Is there a lesson in this for us orthodox Christians in the Benedict Option age? Talk to me.

UPDATE: A reader points out that the Native American anecdote came from yesterday’s excellent David Brooks column, which is correct. Thanks! Excerpts:

In 18th-century America, colonial society and Native American society sat side by side. The former was buddingly commercial; the latter was communal and tribal. As time went by, the settlers from Europe noticed something: No Indians were defecting to join colonial society, but many whites were defecting to live in the Native American one.

This struck them as strange. Colonial society was richer and more advanced. And yet people were voting with their feet the other way.

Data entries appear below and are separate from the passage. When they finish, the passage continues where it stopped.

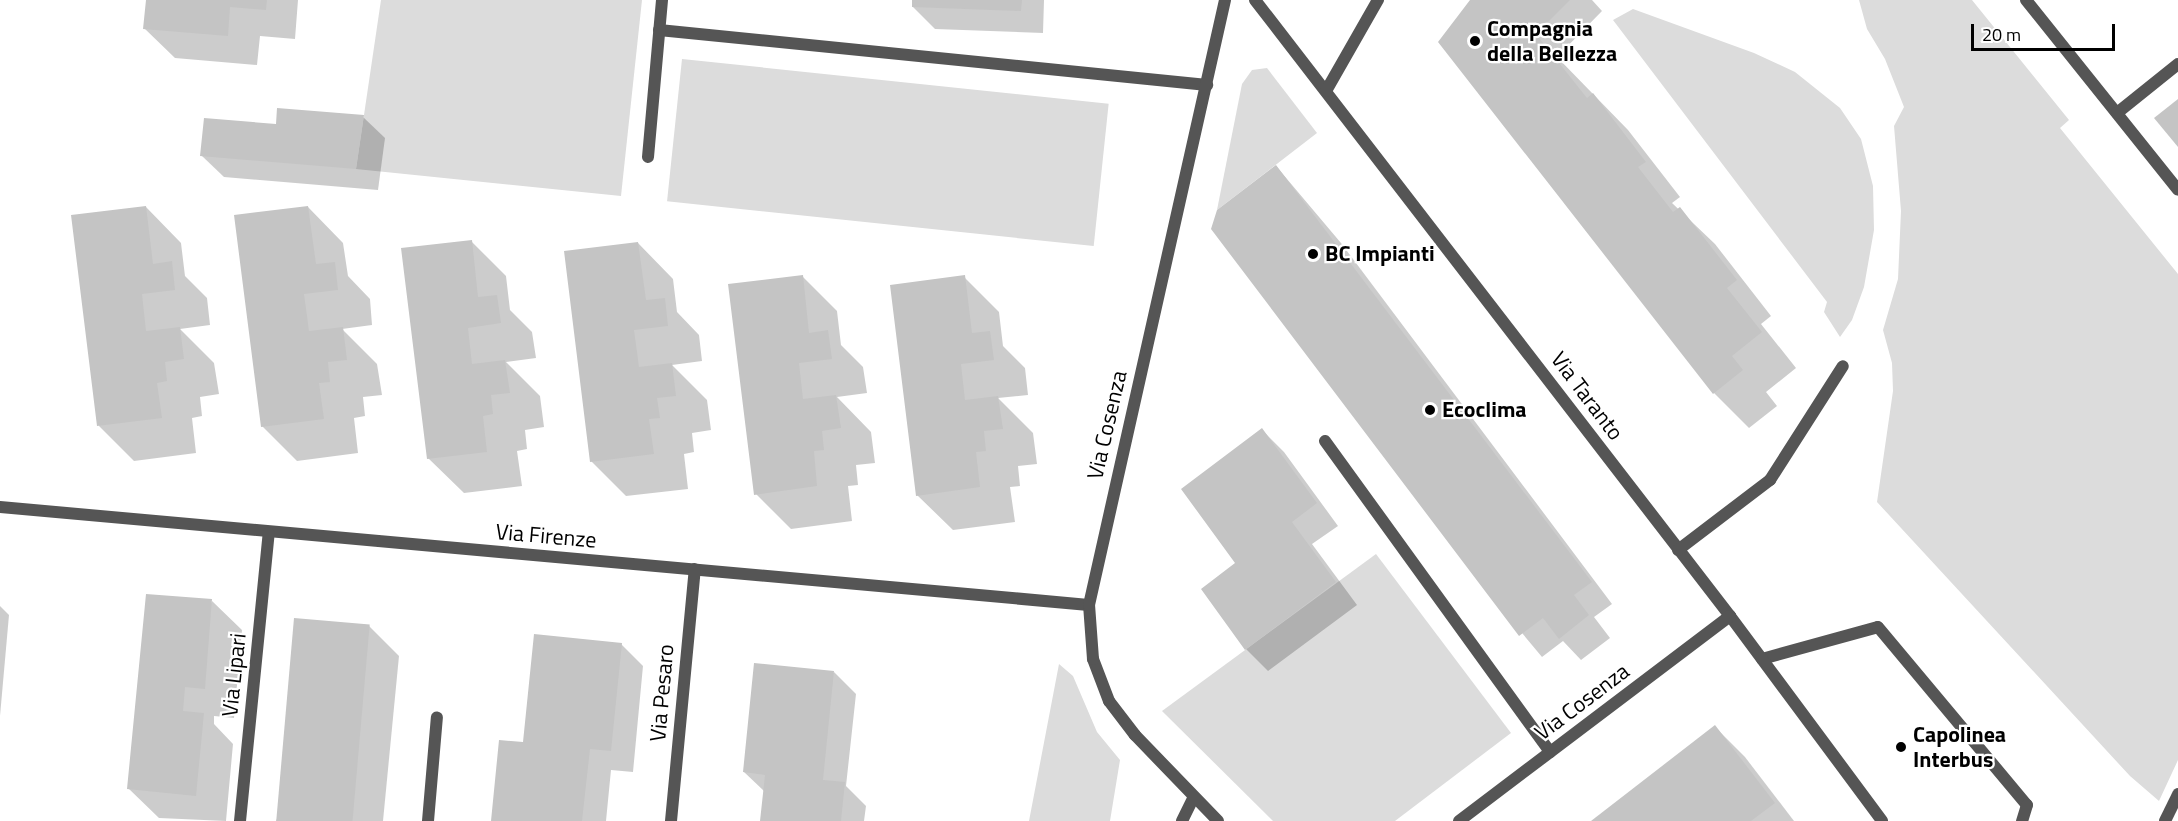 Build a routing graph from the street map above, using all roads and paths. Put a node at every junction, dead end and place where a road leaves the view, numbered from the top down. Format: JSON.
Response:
{"nodes":[{"id":1,"x":662,"y":0,"type":"edge"},
{"id":2,"x":1225,"y":0,"type":"edge"},
{"id":3,"x":1254,"y":0,"type":"edge"},
{"id":4,"x":1378,"y":0,"type":"edge"},
{"id":5,"x":2026,"y":0,"type":"edge"},
{"id":6,"x":659,"y":30,"type":"junction"},
{"id":7,"x":2178,"y":64,"type":"edge"},
{"id":8,"x":1207,"y":85,"type":"junction"},
{"id":9,"x":1326,"y":91,"type":"junction"},
{"id":10,"x":2117,"y":113,"type":"junction"},
{"id":11,"x":648,"y":157,"type":"dead end"},
{"id":12,"x":2178,"y":190,"type":"edge"},
{"id":13,"x":1844,"y":366,"type":"dead end"},
{"id":14,"x":1325,"y":441,"type":"dead end"},
{"id":15,"x":0,"y":507,"type":"edge"},
{"id":16,"x":269,"y":533,"type":"junction"},
{"id":17,"x":1678,"y":550,"type":"junction"},
{"id":18,"x":695,"y":570,"type":"junction"},
{"id":19,"x":1089,"y":605,"type":"junction"},
{"id":20,"x":1730,"y":616,"type":"junction"},
{"id":21,"x":1762,"y":659,"type":"junction"},
{"id":22,"x":437,"y":717,"type":"dead end"},
{"id":23,"x":1550,"y":752,"type":"junction"},
{"id":24,"x":2178,"y":794,"type":"edge"},
{"id":25,"x":1193,"y":798,"type":"junction"},
{"id":26,"x":240,"y":821,"type":"edge"},
{"id":27,"x":428,"y":821,"type":"edge"},
{"id":28,"x":671,"y":821,"type":"edge"},
{"id":29,"x":1182,"y":821,"type":"edge"},
{"id":30,"x":1218,"y":821,"type":"edge"},
{"id":31,"x":1459,"y":821,"type":"edge"},
{"id":32,"x":1882,"y":821,"type":"edge"},
{"id":33,"x":2022,"y":821,"type":"edge"},
{"id":34,"x":2165,"y":821,"type":"edge"}],
"edges":[{"from":1,"to":6,"type":"street"},
{"from":2,"to":8,"type":"street","name":"Via Cosenza"},
{"from":3,"to":9,"type":"street","name":"Via Taranto"},
{"from":4,"to":9,"type":"street"},
{"from":5,"to":10,"type":"street"},
{"from":6,"to":8,"type":"street"},
{"from":6,"to":11,"type":"street"},
{"from":7,"to":10,"type":"street"},
{"from":8,"to":19,"type":"street","name":"Via Cosenza"},
{"from":9,"to":17,"type":"street","name":"Via Taranto"},
{"from":10,"to":12,"type":"street"},
{"from":13,"to":17,"type":"street"},
{"from":14,"to":23,"type":"street"},
{"from":15,"to":16,"type":"street","name":"Via Firenze"},
{"from":16,"to":18,"type":"street","name":"Via Firenze"},
{"from":16,"to":26,"type":"street","name":"Via Lipari"},
{"from":17,"to":20,"type":"street","name":"Via Taranto"},
{"from":18,"to":19,"type":"street","name":"Via Firenze"},
{"from":18,"to":28,"type":"street","name":"Via Pesaro"},
{"from":19,"to":25,"type":"street","name":"Via Cosenza"},
{"from":20,"to":21,"type":"street","name":"Via Taranto"},
{"from":20,"to":23,"type":"street","name":"Via Cosenza"},
{"from":21,"to":32,"type":"street","name":"Via Taranto"},
{"from":21,"to":33,"type":"street"},
{"from":22,"to":27,"type":"street"},
{"from":23,"to":31,"type":"street","name":"Via Cosenza"},
{"from":24,"to":34,"type":"street"},
{"from":25,"to":29,"type":"street"},
{"from":25,"to":30,"type":"street","name":"Via Cosenza"}]}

The colonials occasionally tried to welcome Native American children into their midst, but they couldn’t persuade them to stay. Benjamin Franklin observed the phenomenon in 1753, writing, “When an Indian child has been brought up among us, taught our language and habituated to our customs, yet if he goes to see his relations and make one Indian ramble with them, there is no persuading him ever to return.”

During the wars with the Indians, many European settlers were taken prisoner and held within Indian tribes. After a while, they had plenty of chances to escape and return, and yet they did not. In fact, when they were “rescued,” they fled and hid from their rescuers.

Sometimes the Indians tried to forcibly return the colonials in a prisoner swap, and still the colonials refused to go. In one case, the Shawanese Indians were compelled to tie up some European women in order to ship them back. After they were returned, the women escaped the colonial towns and ran back to the Indians.

Even as late as 1782, the pattern was still going strong. Hector de Crèvecoeur wrote, “Thousands of Europeans are Indians, and we have no examples of even one of those aborigines having from choice become European.”

I first read about this history several months ago in Sebastian Junger’s excellent book “Tribe.” It has haunted me since. It raises the possibility that our culture is built on some fundamental error about what makes people happy and fulfilled.

The native cultures were more communal. As Junger writes, “They would have practiced extremely close and involved child care. And they would have done almost everything in the company of others. They would have almost never been alone.”

Please read the entire Brooks column. This information is going to be important to me as I revise (again) the Ben Op book.